[Items from a dataset]
#####

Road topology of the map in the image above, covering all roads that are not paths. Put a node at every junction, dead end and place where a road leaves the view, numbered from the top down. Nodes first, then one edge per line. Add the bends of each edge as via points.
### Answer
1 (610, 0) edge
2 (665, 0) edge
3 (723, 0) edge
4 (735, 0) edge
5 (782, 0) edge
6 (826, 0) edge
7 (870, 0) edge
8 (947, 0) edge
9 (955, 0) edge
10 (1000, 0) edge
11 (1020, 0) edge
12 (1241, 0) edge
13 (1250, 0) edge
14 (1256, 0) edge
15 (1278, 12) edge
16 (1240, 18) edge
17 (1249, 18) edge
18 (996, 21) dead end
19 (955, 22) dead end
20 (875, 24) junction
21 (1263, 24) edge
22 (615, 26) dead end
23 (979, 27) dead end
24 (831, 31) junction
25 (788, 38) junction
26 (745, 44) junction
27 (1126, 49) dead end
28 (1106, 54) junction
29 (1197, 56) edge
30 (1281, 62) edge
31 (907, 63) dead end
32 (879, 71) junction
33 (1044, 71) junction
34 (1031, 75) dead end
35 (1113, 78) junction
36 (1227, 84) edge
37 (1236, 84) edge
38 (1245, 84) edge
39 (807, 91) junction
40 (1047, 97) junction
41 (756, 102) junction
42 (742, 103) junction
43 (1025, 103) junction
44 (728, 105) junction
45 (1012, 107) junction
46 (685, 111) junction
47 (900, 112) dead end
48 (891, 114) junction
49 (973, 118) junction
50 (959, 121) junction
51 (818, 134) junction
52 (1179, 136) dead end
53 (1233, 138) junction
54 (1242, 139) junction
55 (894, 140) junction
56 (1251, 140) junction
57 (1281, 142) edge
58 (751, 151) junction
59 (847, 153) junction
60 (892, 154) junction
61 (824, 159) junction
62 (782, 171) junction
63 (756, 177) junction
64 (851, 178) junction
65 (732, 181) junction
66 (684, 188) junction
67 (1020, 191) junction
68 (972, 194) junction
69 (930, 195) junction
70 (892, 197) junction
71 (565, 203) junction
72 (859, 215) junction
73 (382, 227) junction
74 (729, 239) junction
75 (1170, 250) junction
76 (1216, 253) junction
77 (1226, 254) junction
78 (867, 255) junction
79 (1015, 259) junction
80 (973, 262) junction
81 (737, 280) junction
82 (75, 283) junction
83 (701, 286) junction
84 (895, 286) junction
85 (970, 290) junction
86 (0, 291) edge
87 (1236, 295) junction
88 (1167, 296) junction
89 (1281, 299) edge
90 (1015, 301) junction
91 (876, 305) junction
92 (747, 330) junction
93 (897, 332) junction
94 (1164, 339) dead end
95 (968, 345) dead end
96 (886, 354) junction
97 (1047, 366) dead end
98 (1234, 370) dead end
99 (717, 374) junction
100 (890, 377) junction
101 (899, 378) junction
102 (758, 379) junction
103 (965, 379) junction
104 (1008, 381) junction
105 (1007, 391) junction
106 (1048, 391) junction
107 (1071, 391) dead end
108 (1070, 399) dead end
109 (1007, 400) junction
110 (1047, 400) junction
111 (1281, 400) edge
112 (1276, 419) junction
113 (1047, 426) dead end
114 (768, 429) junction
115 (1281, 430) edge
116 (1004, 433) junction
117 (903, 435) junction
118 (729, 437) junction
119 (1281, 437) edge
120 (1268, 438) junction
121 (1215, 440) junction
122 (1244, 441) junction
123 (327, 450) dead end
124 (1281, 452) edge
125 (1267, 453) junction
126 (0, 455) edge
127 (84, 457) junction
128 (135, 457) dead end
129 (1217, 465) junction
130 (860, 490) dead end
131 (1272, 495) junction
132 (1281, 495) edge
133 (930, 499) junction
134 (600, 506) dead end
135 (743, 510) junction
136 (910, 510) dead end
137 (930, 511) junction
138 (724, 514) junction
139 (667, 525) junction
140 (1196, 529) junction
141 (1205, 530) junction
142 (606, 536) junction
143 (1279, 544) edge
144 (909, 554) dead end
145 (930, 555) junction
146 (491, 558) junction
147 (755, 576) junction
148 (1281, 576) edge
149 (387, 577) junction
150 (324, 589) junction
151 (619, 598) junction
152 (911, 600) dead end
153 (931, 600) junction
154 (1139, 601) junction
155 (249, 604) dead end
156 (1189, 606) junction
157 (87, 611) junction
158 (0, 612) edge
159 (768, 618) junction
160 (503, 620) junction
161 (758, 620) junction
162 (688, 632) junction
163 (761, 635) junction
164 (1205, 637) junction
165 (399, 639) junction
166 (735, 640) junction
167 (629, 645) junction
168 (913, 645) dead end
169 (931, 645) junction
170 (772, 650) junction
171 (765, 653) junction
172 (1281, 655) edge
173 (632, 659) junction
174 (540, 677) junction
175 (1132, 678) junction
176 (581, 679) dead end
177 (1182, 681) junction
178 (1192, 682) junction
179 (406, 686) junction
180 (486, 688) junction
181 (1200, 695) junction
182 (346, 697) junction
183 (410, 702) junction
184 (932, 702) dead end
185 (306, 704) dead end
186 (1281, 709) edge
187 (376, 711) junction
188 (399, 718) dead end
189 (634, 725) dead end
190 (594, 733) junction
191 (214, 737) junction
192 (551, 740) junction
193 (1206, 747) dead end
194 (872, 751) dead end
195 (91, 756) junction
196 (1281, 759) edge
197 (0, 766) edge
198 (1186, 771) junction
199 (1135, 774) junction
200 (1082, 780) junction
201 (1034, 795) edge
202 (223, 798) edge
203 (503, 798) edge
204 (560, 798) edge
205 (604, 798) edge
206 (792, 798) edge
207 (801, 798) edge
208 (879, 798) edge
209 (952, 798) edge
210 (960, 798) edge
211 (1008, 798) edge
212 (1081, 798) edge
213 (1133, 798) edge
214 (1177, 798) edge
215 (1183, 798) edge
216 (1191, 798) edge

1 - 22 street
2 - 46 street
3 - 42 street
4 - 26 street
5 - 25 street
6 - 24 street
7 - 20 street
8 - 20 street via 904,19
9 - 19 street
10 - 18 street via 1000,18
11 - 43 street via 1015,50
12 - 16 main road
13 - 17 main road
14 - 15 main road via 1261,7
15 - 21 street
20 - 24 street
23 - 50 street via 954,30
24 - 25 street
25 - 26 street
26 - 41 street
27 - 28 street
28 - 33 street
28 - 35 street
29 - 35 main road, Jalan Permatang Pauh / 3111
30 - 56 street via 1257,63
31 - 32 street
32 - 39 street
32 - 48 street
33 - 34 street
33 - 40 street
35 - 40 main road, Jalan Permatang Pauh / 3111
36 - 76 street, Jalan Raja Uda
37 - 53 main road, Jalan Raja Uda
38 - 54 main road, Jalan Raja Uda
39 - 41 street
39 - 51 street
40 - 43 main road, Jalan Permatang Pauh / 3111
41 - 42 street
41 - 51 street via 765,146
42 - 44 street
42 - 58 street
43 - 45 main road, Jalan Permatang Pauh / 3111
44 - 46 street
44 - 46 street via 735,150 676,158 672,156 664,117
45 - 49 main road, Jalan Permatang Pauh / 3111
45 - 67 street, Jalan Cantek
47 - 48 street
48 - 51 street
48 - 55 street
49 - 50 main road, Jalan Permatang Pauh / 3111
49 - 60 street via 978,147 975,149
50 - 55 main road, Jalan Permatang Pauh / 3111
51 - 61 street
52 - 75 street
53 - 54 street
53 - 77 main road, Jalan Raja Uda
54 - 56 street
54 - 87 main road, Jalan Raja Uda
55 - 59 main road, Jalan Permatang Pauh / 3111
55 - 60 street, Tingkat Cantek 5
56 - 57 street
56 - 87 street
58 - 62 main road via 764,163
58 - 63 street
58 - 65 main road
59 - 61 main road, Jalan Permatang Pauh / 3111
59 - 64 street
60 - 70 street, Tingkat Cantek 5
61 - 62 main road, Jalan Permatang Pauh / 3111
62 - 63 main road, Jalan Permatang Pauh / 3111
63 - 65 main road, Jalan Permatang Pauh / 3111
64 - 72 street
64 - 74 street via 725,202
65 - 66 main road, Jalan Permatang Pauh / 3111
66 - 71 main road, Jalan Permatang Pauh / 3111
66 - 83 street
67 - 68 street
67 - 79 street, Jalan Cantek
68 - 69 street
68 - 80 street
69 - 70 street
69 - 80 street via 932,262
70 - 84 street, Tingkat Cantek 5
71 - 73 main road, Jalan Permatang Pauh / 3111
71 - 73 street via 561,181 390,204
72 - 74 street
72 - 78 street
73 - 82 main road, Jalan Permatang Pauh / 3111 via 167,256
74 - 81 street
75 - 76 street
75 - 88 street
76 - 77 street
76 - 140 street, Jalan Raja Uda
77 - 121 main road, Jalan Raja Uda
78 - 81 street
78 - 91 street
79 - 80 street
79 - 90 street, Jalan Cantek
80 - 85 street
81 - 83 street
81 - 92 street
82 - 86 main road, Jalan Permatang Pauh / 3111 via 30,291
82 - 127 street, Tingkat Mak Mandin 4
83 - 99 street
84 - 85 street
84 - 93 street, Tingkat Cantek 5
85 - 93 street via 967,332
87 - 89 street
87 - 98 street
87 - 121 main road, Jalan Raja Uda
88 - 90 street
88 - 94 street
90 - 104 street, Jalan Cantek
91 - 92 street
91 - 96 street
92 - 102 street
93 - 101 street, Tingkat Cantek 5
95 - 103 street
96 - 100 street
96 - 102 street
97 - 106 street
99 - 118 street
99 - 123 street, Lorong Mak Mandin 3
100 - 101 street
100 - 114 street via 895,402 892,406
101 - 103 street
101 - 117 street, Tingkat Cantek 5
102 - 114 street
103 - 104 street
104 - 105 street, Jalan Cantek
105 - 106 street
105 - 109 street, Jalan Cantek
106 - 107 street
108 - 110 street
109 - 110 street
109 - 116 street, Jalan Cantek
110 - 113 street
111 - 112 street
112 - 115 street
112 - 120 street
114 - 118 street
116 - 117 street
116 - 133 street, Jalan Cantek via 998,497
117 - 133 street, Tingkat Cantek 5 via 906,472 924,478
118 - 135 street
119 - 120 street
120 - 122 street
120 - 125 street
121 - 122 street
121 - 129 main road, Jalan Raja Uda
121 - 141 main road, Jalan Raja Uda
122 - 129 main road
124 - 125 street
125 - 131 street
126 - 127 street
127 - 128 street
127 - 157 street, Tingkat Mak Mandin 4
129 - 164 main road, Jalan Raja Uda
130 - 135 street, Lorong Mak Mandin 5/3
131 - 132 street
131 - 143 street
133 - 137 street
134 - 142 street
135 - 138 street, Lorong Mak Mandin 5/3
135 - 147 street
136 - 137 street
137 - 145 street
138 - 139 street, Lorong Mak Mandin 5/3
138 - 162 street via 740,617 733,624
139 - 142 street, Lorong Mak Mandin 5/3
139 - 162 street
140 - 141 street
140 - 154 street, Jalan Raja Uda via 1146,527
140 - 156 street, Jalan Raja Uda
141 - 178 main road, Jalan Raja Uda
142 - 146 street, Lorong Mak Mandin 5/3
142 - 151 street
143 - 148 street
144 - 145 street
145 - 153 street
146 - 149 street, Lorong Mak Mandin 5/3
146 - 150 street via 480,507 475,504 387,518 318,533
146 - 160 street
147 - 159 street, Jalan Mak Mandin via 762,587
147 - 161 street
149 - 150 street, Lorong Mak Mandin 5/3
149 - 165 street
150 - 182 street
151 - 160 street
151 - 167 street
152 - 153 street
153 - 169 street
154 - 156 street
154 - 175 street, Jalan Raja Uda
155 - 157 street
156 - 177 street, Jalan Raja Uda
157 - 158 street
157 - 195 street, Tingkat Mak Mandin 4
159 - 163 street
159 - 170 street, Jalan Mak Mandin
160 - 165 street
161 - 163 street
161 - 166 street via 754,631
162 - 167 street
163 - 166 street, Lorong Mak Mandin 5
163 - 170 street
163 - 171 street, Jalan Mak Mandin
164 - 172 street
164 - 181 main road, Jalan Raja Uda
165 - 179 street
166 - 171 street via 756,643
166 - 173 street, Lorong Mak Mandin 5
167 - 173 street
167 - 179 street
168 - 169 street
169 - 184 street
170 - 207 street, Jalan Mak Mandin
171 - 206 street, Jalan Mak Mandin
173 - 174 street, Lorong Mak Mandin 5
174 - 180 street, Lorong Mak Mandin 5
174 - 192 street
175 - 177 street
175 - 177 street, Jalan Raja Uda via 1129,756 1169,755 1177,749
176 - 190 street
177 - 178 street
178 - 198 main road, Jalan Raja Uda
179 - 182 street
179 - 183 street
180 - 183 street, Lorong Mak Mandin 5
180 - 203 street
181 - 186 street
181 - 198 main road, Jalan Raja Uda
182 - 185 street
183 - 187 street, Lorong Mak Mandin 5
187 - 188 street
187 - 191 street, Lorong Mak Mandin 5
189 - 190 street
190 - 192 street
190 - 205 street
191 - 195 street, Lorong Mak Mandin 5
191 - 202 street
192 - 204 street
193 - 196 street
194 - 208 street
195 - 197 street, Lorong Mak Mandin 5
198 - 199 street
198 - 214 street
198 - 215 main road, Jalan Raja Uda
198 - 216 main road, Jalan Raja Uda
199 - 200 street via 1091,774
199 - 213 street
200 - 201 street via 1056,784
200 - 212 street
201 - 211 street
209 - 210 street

#####

In the data above, count the lines where the word "Tingkat" appears; reply with the number only.

10